In our backyard there is a large crane that looms over a lumber yard. I've written about it before here. During the last half of 2008, as the economy tanked and the newscasts, newspapers and coffee shops were full of reports of hard times, the lumber yard seemed to be barely chugging along. There were long periods of time when there was very little wood stacked in piles waiting to become plywood--but things started to change late last week.
From my early morning perch at the dining room table with my coffee and laptop, I could hear noises and see lights coming from the lumber yard and it is continuing. There seems to be a constant stream of trucks being unloaded of their 20 tons of wood by the big green crane. This could be a hopeful economic sign. The loggers are able to sell the wood, the gas prices are down for the haulers and the plywood is on its way to Home Depot.
For the People of Maine
Another hopeful sign occurred yesterday as Janet Mills, a woman who I am very proud to call a friend, was sworn in as Maine's first female attorney general. For many years, she was right beside me, protecting me through some of the hardest times of my life and now, the whole state will have the benefit of representation by this brilliant and courageous woman. Here is an excerpt from her remarks yesterday:
I am from the foothills of Western Maine, a place where we look up to the mountains and where we look down and across onto the cities in the lowlands, where the sunsets are bright, snow aplenty, and the soil is still good for growing. Where the river bottoms are lined with ocean sand from some ancient glacier deposit, where there are four definite seasons... seasons of swimming, hunting, skiing and planting.
Today, we are in a season of change, regardless of the calendar, here and in our nation's capital, we are moving the goals, challenging the agenda, taking new roads.
The road I take is one that will open opportunities for every girl growing up in this state who once had dreams but who had to put them aside.
I ran for office because I believed I was the most qualified person for the job. And I hope that history proves it so.
I also ran for every Maine woman and girl who grows up in the shadows of Margaret Chase Smith and who seeks opportunity in this state.
I stand here on behalf of children like my 6-year old niece Julia, who will grow up competing on an equal footing with her wonderful brother Anthony.
Julia, don't ever let anyone tell you can't compete, with friends, classmates, and others, regardless of where they are from, regardless of the color of their skin, their race, their religion, their gender, orientation or beliefs.
Julia, dear, today we begin to color outside the lines. We are changing the lines, and redrawing the lines. Not cutting corners, but improving the road, expanding the landscape, like an Aroostook County sunrise enlarges the horizon.
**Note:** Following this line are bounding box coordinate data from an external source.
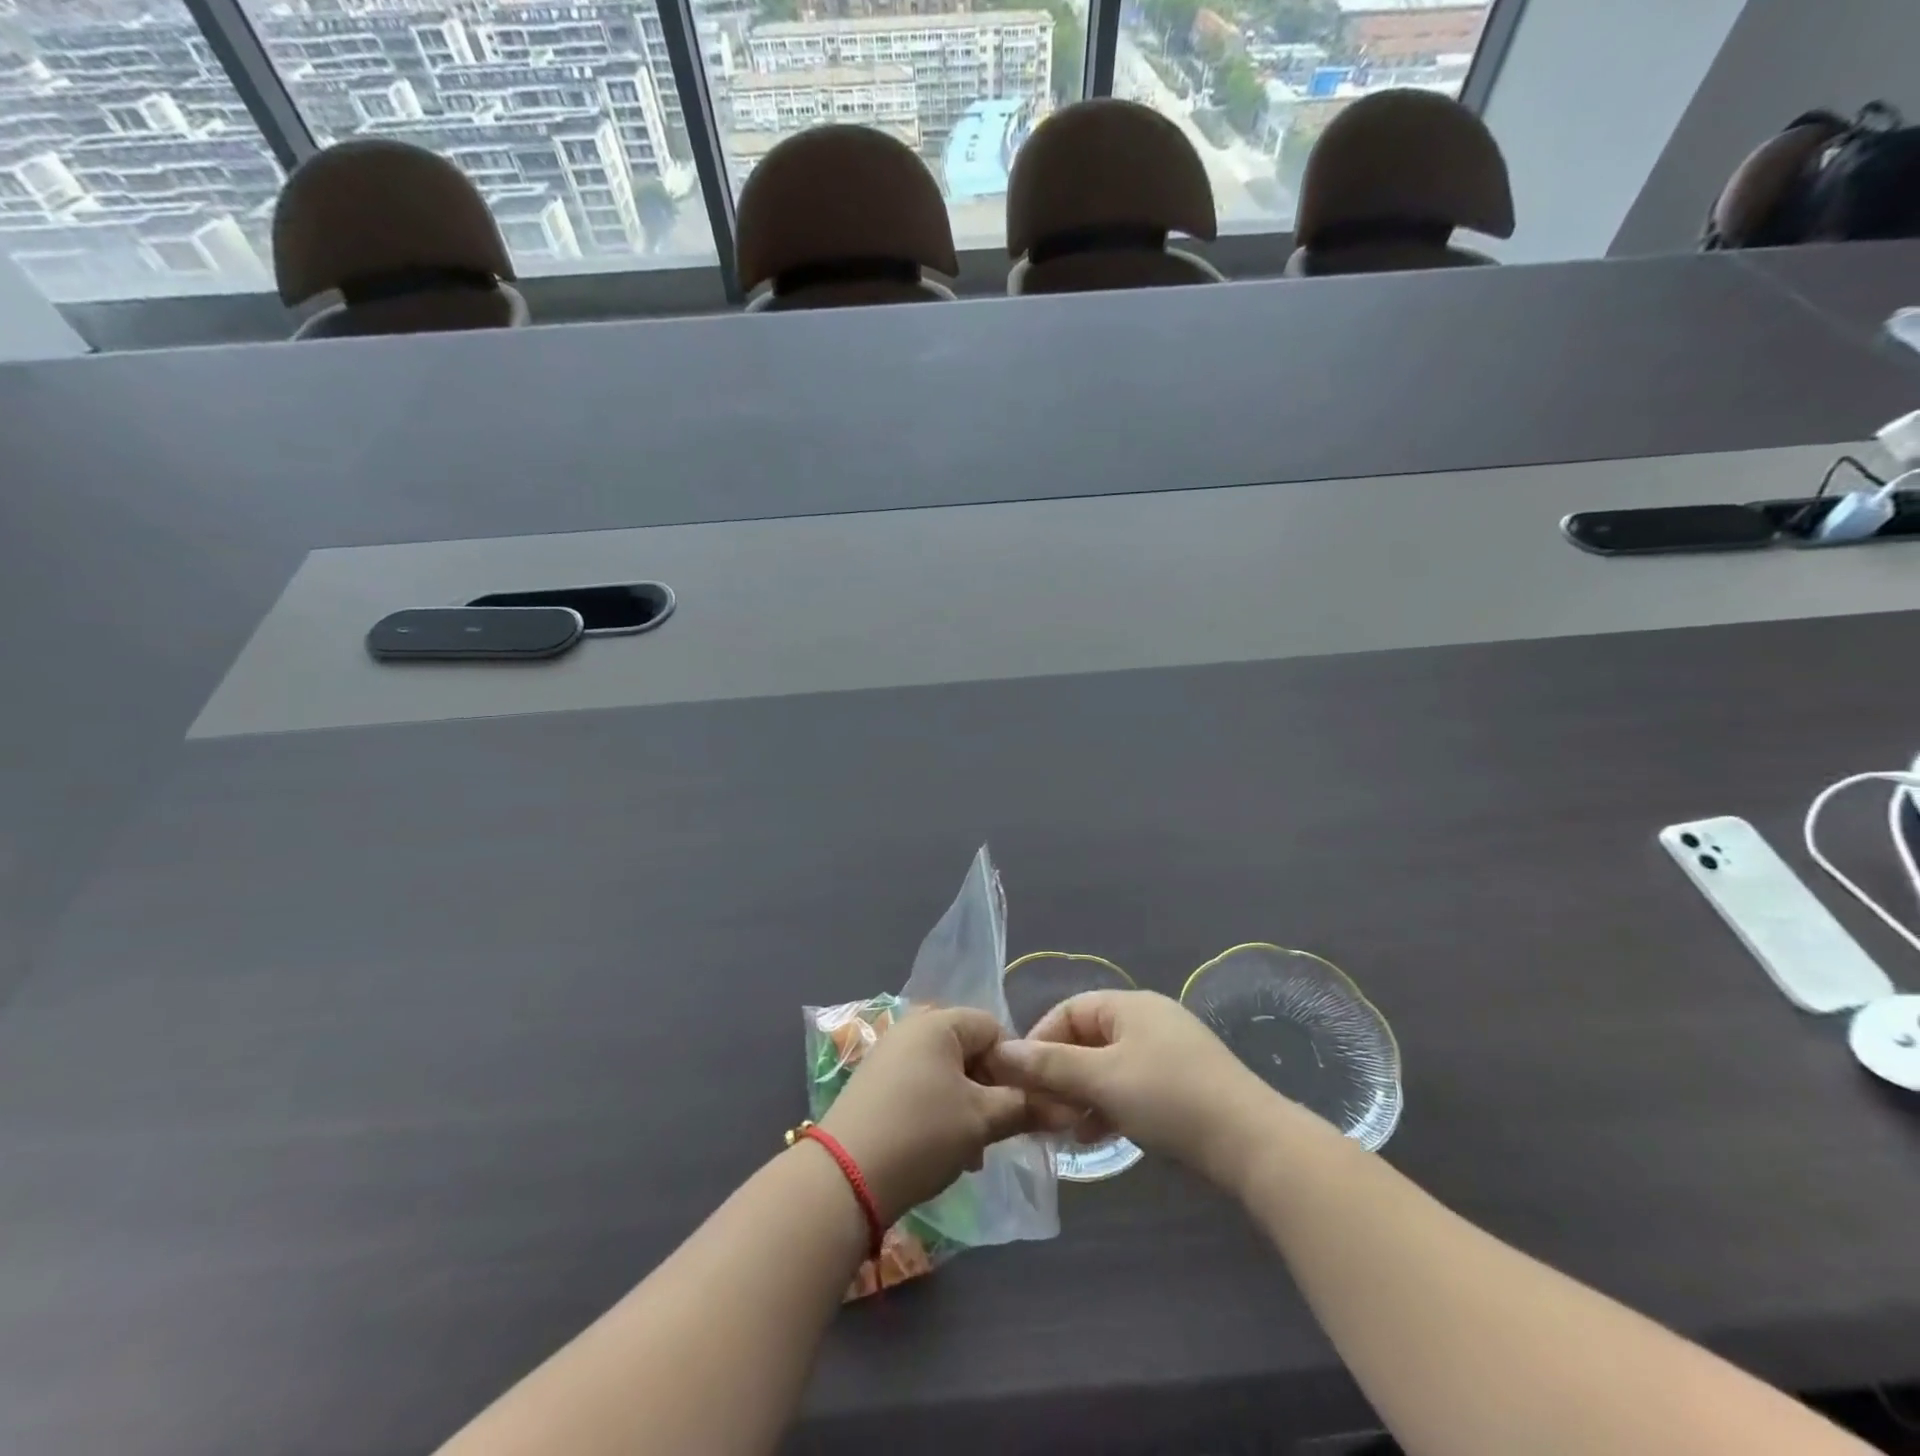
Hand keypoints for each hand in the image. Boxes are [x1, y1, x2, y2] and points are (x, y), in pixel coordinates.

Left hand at [817, 1007, 1033, 1225]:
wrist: (844, 1178)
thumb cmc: (921, 1134)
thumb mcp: (981, 1121)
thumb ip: (1025, 1107)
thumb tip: (1067, 1106)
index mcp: (938, 1021)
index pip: (994, 1027)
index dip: (1014, 1066)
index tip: (1020, 1106)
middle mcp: (911, 1027)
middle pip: (970, 1050)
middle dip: (990, 1091)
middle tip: (998, 1132)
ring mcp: (889, 1054)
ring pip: (947, 1073)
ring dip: (968, 1107)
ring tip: (973, 1152)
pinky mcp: (875, 1084)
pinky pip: (922, 1087)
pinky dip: (940, 1112)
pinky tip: (944, 1150)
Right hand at [988, 990, 1289, 1191]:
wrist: (1252, 1143)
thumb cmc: (1169, 1098)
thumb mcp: (1102, 1080)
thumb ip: (1050, 1066)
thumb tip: (1001, 1051)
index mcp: (1129, 1005)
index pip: (1068, 1010)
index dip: (1039, 1041)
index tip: (1020, 1080)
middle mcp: (1148, 1019)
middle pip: (1087, 1039)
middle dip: (1059, 1074)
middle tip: (1040, 1112)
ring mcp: (1169, 1051)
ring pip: (1108, 1066)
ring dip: (1082, 1094)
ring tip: (1064, 1129)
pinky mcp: (1183, 1084)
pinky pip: (1131, 1085)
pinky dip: (1109, 1105)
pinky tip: (1096, 1136)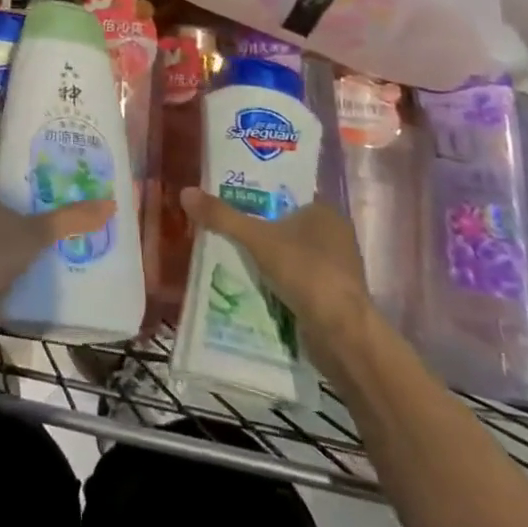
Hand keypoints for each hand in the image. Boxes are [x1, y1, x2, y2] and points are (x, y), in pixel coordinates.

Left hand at [0, 170, 112, 355]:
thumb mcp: (36, 232)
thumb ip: (70, 218)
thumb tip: (110, 204)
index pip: (2, 169)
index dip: (26, 168)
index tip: (54, 168)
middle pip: (6, 198)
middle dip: (32, 200)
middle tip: (66, 195)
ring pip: (5, 226)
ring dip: (26, 228)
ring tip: (62, 224)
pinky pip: (3, 250)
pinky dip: (20, 251)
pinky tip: (46, 255)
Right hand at [180, 188, 373, 367]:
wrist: (341, 334)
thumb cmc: (305, 272)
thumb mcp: (257, 239)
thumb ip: (223, 216)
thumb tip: (185, 192)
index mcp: (326, 213)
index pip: (288, 196)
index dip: (260, 198)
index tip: (231, 201)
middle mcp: (336, 237)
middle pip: (288, 226)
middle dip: (260, 231)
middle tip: (225, 230)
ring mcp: (337, 270)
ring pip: (292, 256)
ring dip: (268, 260)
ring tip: (231, 257)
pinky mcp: (333, 298)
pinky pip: (297, 282)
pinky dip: (278, 284)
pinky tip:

We are changing something about what is 'normal,' about what is expected and of whom it is expected, here and around our country.
I know that whatever I am able to achieve in this position will be not because of who I am but because of what I do.
Today I begin what I have referred to fondly and with some anticipation, as running the largest law firm in the State of Maine.
Today I begin the job of litigating, negotiating, arbitrating, mitigating,--the job of resolving differences, of defending the people, of heading up a team of men and women who will represent the face of
Maine people in the courts and in the public eye.
And we will do so with integrity and with honor,--to hold the beams and trusses of government sturdy against strong winds.
Much of what we will do will not be heard or heralded. There will be few victory speeches; for the lives that are not lost; for the businesses and consumers made whole; for the workers returned to a job; for the child no longer abused; for the tribal member whose voice is heard; or for a citizen not denied due process.
This will be our quiet work of solving problems diligently before they are known,
Not because they are known.
And if we may touch one life and make it better, if I may change, the course of the state in some small way, if we can make people feel just a bit better about living and working in our state. If I can make that difference, I will count my career, my life, a success, without more.
And I will always count myself so lucky to be standing here today, in this historic Chamber, in the cross beams, if not the cross hairs, of the three branches of government, taking the oath of my predecessors before this most distinguished audience.